Show every line from the data below that includes "BELGRANO".

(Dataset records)
<<<<

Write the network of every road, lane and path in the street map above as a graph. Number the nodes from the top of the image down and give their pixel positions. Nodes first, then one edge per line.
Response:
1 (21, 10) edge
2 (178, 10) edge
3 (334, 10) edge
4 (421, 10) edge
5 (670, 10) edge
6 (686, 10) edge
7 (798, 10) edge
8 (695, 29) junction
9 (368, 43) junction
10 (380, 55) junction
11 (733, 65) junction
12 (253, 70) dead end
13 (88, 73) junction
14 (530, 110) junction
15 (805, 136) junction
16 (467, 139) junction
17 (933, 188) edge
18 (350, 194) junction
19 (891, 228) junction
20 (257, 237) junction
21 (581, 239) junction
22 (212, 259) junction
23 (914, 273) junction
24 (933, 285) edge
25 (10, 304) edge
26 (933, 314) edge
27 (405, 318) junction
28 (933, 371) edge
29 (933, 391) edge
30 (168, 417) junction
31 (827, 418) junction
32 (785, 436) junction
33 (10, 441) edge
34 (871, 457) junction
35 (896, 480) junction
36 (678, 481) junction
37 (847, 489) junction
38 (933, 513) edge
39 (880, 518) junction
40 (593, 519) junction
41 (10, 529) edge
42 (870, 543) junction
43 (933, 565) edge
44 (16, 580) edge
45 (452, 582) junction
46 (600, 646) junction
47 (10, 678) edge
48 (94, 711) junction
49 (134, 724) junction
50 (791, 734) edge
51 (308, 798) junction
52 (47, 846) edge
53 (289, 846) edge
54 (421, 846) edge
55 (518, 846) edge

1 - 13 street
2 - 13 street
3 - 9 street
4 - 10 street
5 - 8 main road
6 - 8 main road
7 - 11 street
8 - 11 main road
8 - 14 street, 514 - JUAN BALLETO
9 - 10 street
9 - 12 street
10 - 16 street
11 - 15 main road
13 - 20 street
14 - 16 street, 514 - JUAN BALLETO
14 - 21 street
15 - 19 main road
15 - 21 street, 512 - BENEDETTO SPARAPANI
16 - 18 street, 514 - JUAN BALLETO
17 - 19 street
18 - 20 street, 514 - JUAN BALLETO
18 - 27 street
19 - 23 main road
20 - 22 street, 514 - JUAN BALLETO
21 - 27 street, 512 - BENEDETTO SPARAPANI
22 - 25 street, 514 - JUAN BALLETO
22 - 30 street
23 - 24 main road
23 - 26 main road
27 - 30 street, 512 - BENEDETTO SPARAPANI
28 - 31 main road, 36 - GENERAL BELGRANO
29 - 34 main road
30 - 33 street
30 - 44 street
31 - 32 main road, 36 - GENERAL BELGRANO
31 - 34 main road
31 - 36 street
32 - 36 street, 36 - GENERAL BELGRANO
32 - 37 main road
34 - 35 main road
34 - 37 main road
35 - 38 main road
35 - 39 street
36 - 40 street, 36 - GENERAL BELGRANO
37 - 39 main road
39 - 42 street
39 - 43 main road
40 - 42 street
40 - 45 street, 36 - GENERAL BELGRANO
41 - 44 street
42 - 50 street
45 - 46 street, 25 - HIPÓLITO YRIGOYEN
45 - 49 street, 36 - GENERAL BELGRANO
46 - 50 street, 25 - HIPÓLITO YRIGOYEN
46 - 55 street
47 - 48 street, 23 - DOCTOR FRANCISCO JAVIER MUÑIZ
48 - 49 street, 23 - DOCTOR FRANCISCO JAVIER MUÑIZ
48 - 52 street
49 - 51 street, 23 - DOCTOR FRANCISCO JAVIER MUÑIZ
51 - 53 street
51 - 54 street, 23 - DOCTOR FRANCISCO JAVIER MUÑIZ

>>>>

**OUTPUT OF THE EXERCISE**
28 - 31 main road, 36 - GENERAL BELGRANO
31 - 32 main road, 36 - GENERAL BELGRANO
32 - 36 street, 36 - GENERAL BELGRANO
36 - 40 street, 36 - GENERAL BELGRANO
40 - 45 street, 36 - GENERAL BELGRANO
45 - 49 street, 36 - GENERAL BELGRANO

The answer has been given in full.